Em Maio de 2017 convidaram-me a participar numa conversa sobre poesia e tascas. Mesa posta num largo de Coimbra, quatro poetas, cavaqueira amena moderada pelo jornalista Fernando Alves. No final do encontro, o jornalista recolheu alguns testemunhos para uma rubrica que assinava na TSF. Roubei-lhe o título para esta crónica. Desafiado a partilhar com os ouvintes um “lugar secreto”, ocorreu-me a Quebrada de São Romeu. Saberão que se trata de uma pequena praia de seixos, por detrás do Morro de Sant’Ana, em Salir do Porto. O lugar não tem nada de secreto, mas o caminho para lá chegar é agradável e sossegado, a vista que propicia especialmente inspiradora. Ali observamos como a terra barra o oceano, que entre as duas colinas penetra a baía e se acalma como fera refreada. Só depois de o testemunho ter sido gravado fiquei a saber que as ruínas no alto desse morro são de uma capela, e não de um forte ou de um farol — como eu imaginei ou alguém me disse. Redimo-me agora do lapso.

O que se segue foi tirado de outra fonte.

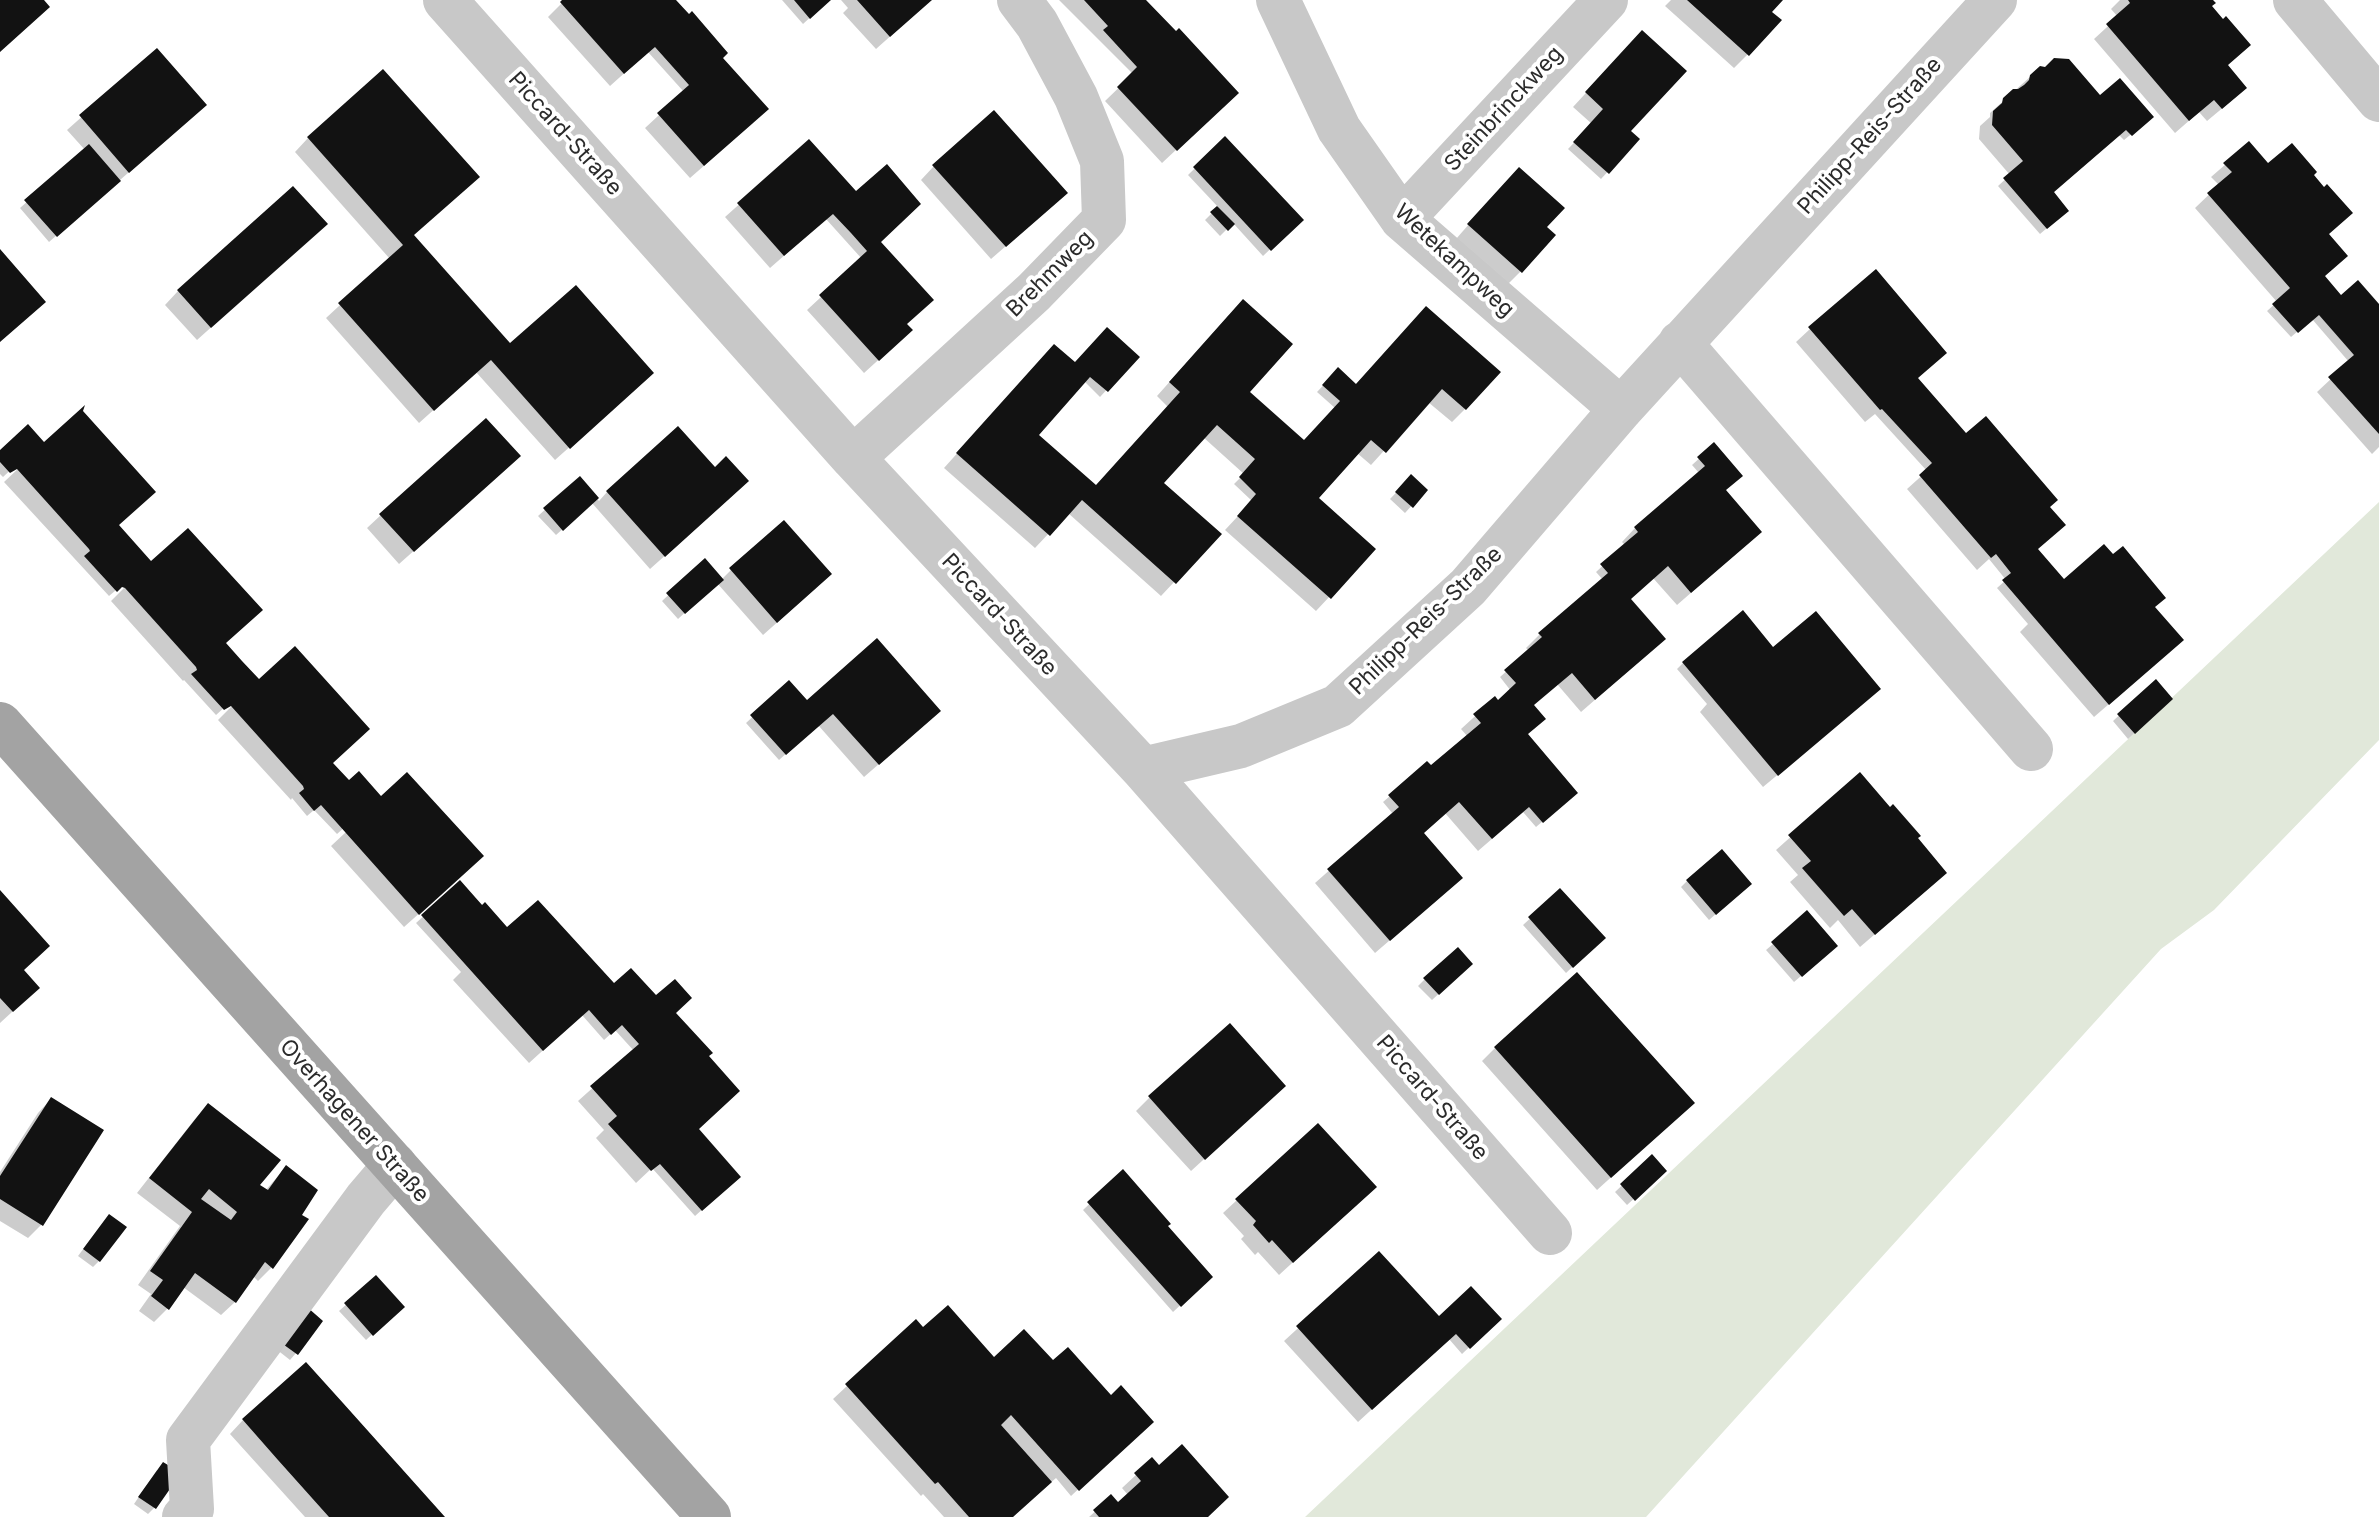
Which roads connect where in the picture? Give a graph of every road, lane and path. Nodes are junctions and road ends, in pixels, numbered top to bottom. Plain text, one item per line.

Há dias sonhei com a Quebrada de São Romeu. Foi depois de ter visto as imagens de um mar de plástico numa praia da República Dominicana. E no sonho, os seixos do meu “lugar secreto” tinham dado lugar a tampinhas de garrafas, pela baía penetrava já não um mar de águas claras mas toneladas de plásticos, toda a baía de São Martinho convertera-se num reservatório de microplásticos, alimento predilecto de uma nova espécie marítima que, por sua vez, era apanhada e ingerida por um novo tipo de homens, parecidos com seres humanos, mas com características ligeiramente diferenciadoras. Homens com membros de borracha em vez de carne, homens de borracha, semelhantes a bonecas insufláveis, com cabeças de plástico, cérebros de plástico, corações de plástico. Não é precisamente nisto que a sociedade de consumo nos está a transformar?
As notícias são alarmantes: “A ilha de plástico do Pacífico Norte tem 17 vezes o tamanho de Portugal. Quem se incomodará com este título? E com esta notícia?: “Baleia morre depois de engolir mais de 80 sacos de plástico”. Quando criou o mundo, deus mandou-nos dominar todos os animais à face da Terra. Insatisfeitos, estamos empenhados em exterminá-los. Razões para tal são facilmente diagnosticáveis: estupidez, avidez, ganância, consumismo desenfreado. As imagens que chegam da limpeza dos recintos onde ocorrem por esta altura todo o tipo de festas e festivais são elucidativas: toneladas de copos, tendas ao abandono, sacos-cama perdidos, cadeiras desfeitas, todo o tipo da tralha que alimenta a besta humana. As sociedades consumistas em que vivemos procuram aliviar-nos a consciência promovendo hábitos amigos do ambiente, pensos rápidos em feridas profundas.
Façamos um exercício cínico proposto pelo escritor japonês Osamu Dazai. Olhemos para o nosso prato no final de uma refeição. Imaginemos que fomos muito poupados e deixámos apenas no prato um bago de arroz. Suponhamos agora que o mesmo aconteceu com todos os restantes habitantes do nosso país. Teremos então 10 milhões de bagos de arroz desperdiçados, puro lixo. Toda a gente percebe que se trata de muito arroz. Toda a gente perceberá também que é muito superior a quantidade de alimentos desperdiçados diariamente em todo o mundo, enquanto 815 milhões de pessoas padecem de fome crónica. Como se muda isto? É simples: sejamos exigentes connosco, primeiro, e com quem nos governa, depois. Sejamos claros: o mundo precisa de uma revolução universal se quiser continuar a ser mundo, revolução que implique punições severas a todos quantos não respeitem o que de mais precioso temos. Chama-se Natureza, lugar secreto que já tão poucos seres humanos parecem interessados em conhecer.